Saved data entries
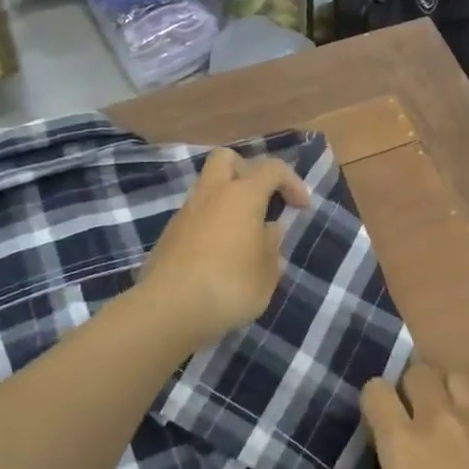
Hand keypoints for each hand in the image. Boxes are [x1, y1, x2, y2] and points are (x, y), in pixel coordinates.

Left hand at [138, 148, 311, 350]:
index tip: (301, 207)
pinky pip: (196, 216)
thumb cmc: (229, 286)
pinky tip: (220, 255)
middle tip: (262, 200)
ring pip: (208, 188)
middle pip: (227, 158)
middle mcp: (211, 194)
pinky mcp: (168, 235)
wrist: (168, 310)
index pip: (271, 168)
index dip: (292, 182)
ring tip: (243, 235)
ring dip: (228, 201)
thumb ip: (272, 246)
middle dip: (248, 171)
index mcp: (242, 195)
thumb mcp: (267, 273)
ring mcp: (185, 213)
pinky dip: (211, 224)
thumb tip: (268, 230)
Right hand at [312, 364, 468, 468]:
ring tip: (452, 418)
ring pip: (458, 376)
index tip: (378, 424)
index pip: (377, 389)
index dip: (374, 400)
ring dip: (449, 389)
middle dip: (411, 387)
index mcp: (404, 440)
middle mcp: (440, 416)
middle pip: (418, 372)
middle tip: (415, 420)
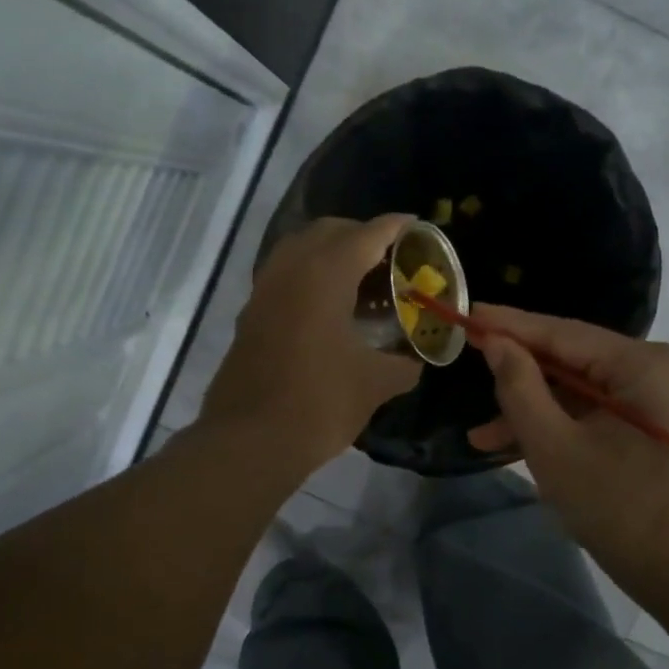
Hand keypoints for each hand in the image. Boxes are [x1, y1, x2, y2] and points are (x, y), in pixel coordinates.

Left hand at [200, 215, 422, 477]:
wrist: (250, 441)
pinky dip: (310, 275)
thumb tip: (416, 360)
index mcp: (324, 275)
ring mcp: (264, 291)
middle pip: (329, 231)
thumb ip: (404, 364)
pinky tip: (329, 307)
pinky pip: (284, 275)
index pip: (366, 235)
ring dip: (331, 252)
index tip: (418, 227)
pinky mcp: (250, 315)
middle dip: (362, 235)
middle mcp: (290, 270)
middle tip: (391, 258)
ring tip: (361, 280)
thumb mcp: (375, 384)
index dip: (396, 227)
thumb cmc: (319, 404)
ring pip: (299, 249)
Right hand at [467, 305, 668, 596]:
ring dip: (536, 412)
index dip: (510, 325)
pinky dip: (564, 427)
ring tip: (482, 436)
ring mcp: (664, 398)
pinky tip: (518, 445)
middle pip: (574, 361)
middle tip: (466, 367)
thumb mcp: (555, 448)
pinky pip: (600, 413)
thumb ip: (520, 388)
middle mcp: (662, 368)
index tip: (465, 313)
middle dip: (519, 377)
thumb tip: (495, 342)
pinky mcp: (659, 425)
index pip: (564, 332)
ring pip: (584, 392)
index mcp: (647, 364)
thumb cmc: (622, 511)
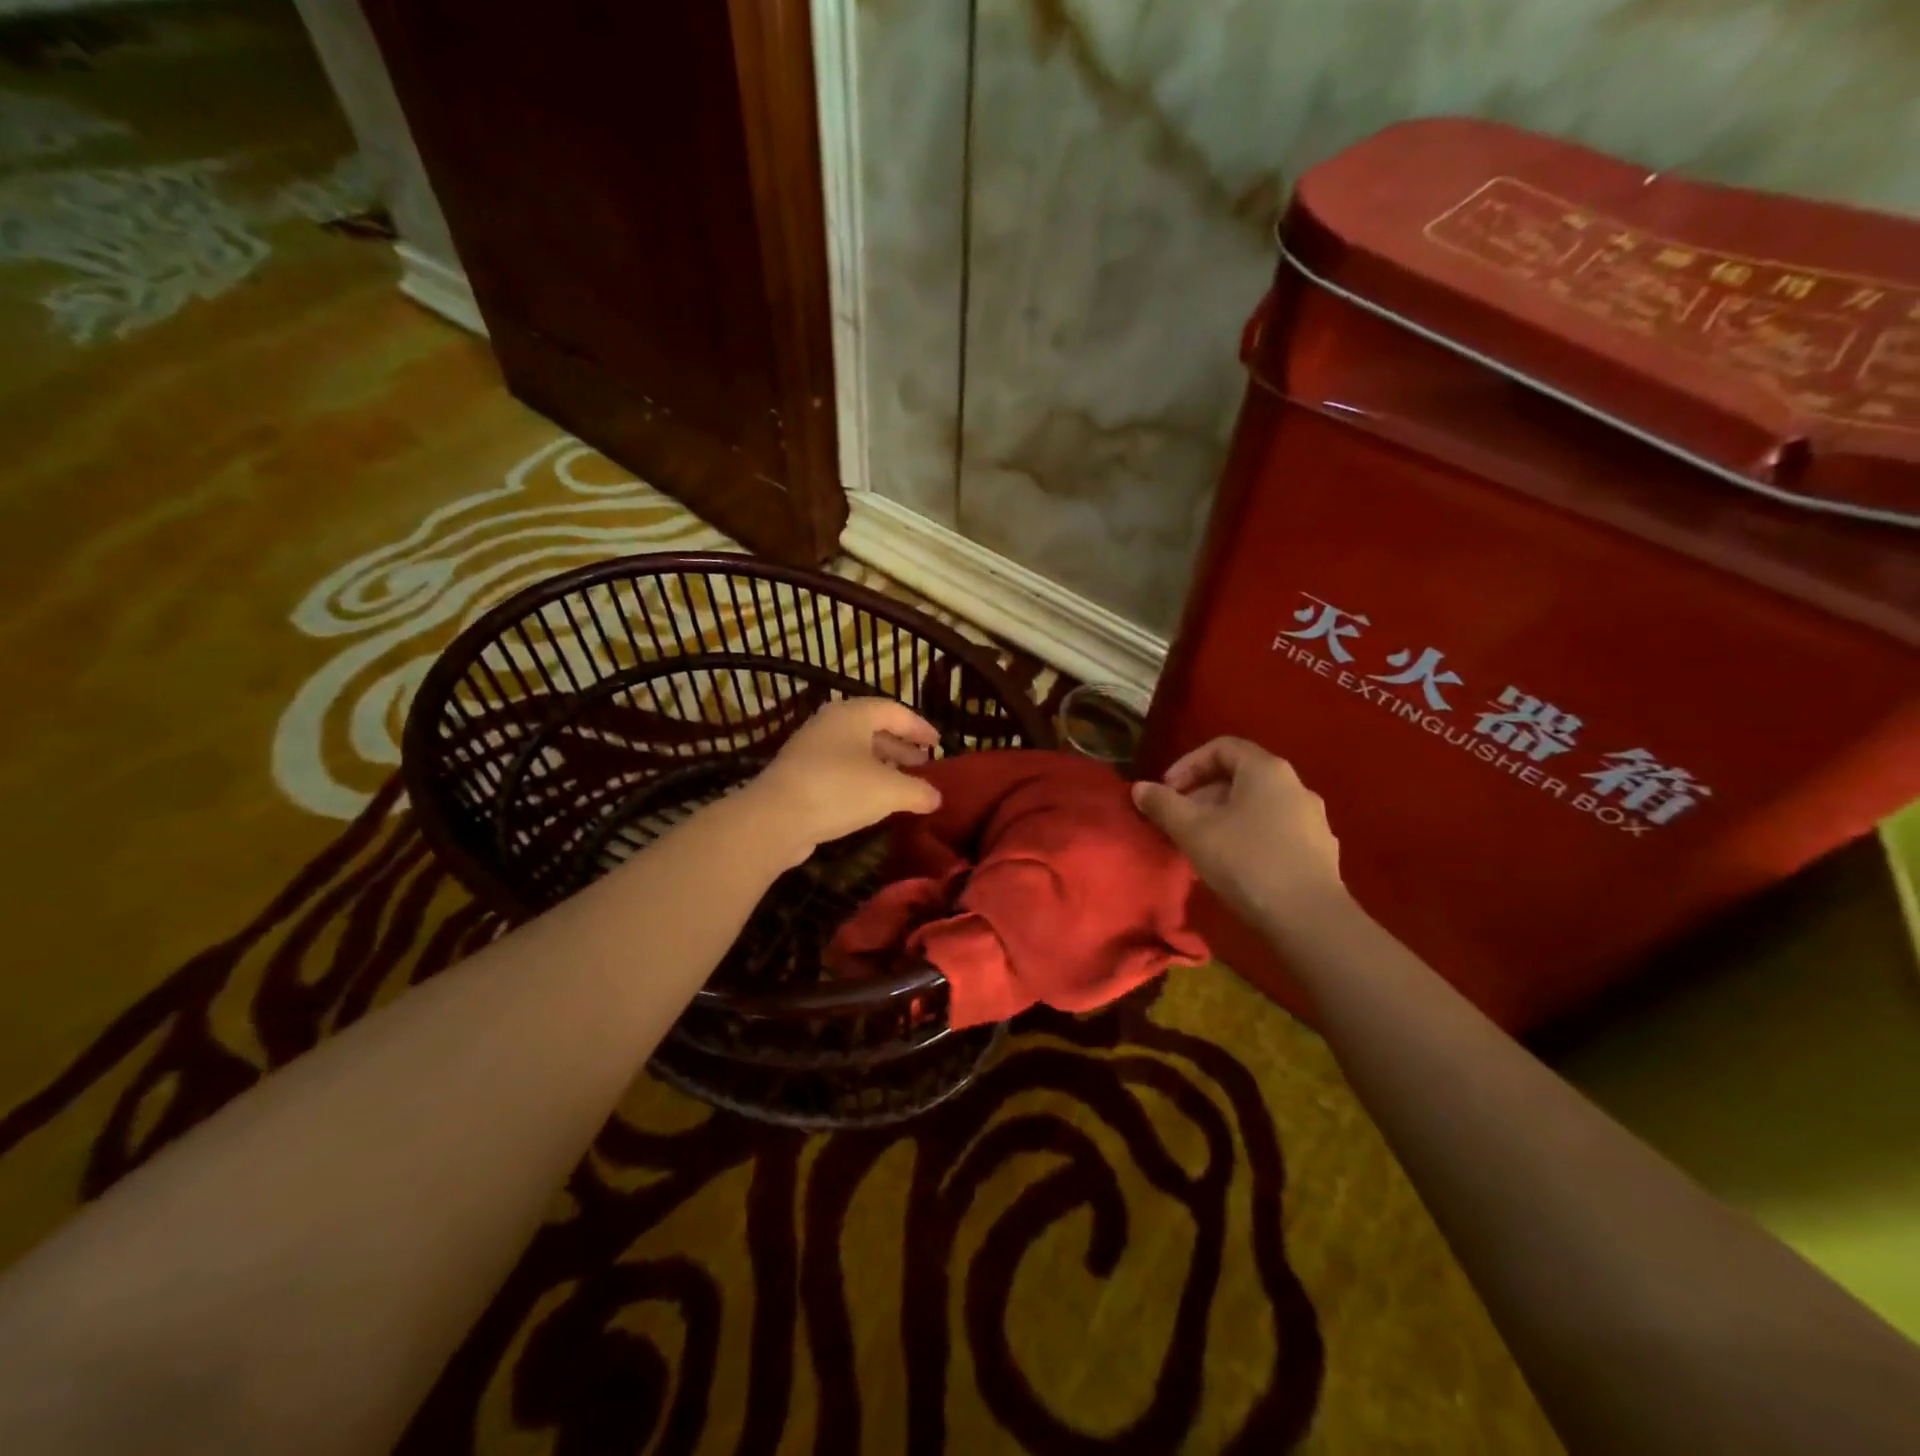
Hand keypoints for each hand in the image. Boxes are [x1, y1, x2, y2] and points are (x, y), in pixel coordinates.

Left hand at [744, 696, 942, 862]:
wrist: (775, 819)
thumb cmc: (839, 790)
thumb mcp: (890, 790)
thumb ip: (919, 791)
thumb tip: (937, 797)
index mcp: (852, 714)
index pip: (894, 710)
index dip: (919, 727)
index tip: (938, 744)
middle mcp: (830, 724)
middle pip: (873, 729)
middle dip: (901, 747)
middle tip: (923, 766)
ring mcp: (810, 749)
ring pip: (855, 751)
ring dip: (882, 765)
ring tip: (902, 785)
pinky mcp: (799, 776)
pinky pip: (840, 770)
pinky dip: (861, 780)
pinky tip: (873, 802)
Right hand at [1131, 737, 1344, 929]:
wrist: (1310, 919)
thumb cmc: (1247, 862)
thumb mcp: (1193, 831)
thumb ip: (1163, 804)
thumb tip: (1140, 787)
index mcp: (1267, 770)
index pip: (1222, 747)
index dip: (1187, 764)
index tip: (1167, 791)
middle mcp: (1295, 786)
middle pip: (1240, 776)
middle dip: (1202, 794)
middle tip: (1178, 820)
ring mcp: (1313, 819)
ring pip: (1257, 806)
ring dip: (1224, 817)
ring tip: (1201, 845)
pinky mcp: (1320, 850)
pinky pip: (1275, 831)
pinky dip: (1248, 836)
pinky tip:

WHAT YOU SHOULD DO – Answer with the exact lines running from the one that contains "ring dip: (1224, 817)" through the last line of the data. Include no other line.

SOLUTION TO THE PROBLEM –
ring dip: (1224, 817)
ring tip: (1201, 845)
pinky mcp: (1320, 850)
pinky pip: (1275, 831)
pinky dip: (1248, 836)
pinky tip:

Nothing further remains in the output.